Impact of a clinical decision support system on antibiotic prescribing for acute respiratory infections in primary care: quasi-experimental trial
- 1Department of Family Medicine, Medical University of South Carolina, Charleston, South Carolina, USA
- 2Division of Biostatistics and Epidemiology, Department of Medicine, Medical University of South Carolina, Charleston, South Carolina, USA
- Correspondence to Dr Arch Mainous III, Department of Family Medicine, Medical University of South Carolina, 295 Calhoun Street, Charleston, SC 29425 USA;
Contributors AM, CAL and PJN contributed to the conception and design of the study and participated in the analysis of data. All authors had access to the data and participated in drafting the article or revising it critically for important intellectual content. All authors gave final approval of the version to be published.
- Received 17 November 2011
- Accepted 8 June 2012
- Published Online First 3 July 2012
Objective To assess the effect of a clinical decision support system (CDSS) integrated into an electronic health record (EHR) on antibiotic prescribing for acute respiratory infections (ARIs) in primary care.
Materials and methods Quasi-experimental design with nine intervention practices and 61 control practices in the Practice Partner Research Network, a network of practices which all use the same EHR (Practice Partner). The nine intervention practices were located in nine US states. The design included a 3-month baseline data collection period (October through December 2009) before the introduction of the intervention and 15 months of follow-up (January 2010 through March 2011). The main outcome measures were the prescribing of antibiotics in ARI episodes for which antibiotics are inappropriate and prescribing of broad-spectrum antibiotics in all ARI episodes.
Results In adult patients, prescribing of antibiotics in ARI episodes where antibiotics are inappropriate declined more (−0.6%) among intervention practices than in control practices (+4.2%) (p=0.03).

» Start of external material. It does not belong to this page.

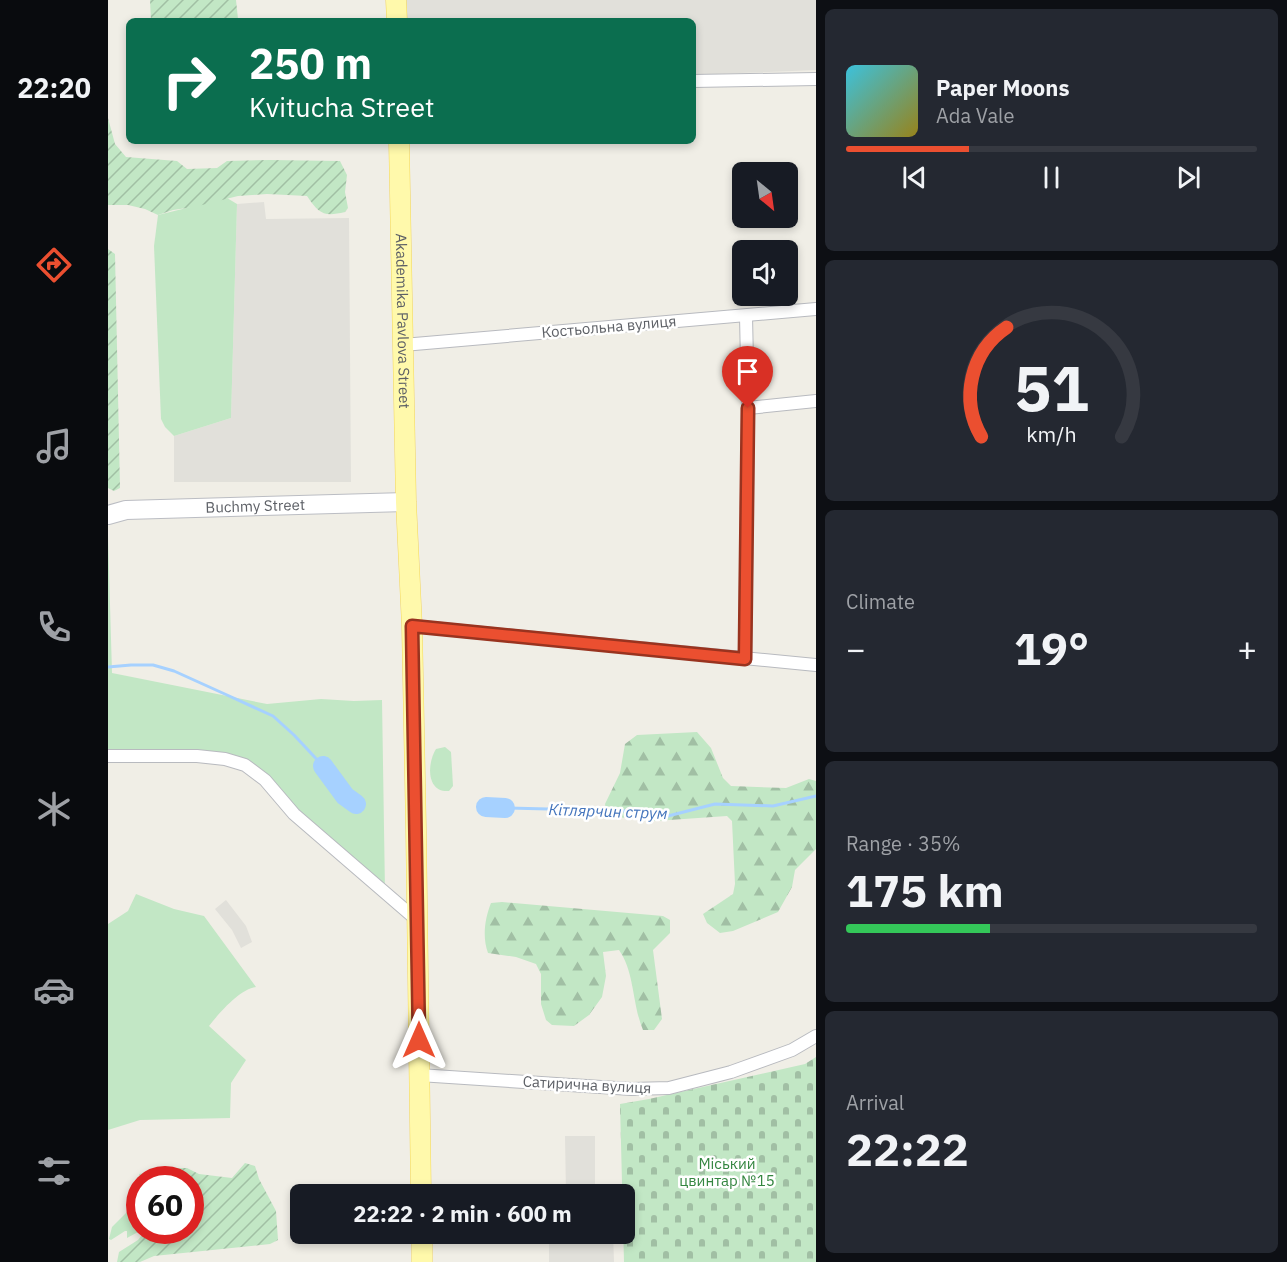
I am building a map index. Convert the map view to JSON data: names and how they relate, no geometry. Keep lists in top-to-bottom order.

However, among adults, the CDSS intervention improved prescribing of broad-spectrum antibiotics, with a decline of 16.6% among intervention practices versus an increase of 1.1% in control practices (p<0.0001). A similar effect on broad-spectrum antibiotic prescribing was found in pediatric patients with a decline of 19.7% among intervention practices versus an increase of 0.9% in control practices (p<0.0001).
Conclusions A CDSS embedded in an EHR had a modest effect in changing prescribing for adults where antibiotics were inappropriate but had a substantial impact on changing the overall prescribing of broad-spectrum antibiotics among pediatric and adult patients.
Funding This study was funded by the Agency for Healthcare Research and Quality, Contract No HHSA290200710015I.
Competing interests None.
Ethics approval Ethics approval was obtained from the Medical University of South Carolina Institutional Review Board for this research study.
Provenance and peer review Not commissioned; externally peer reviewed.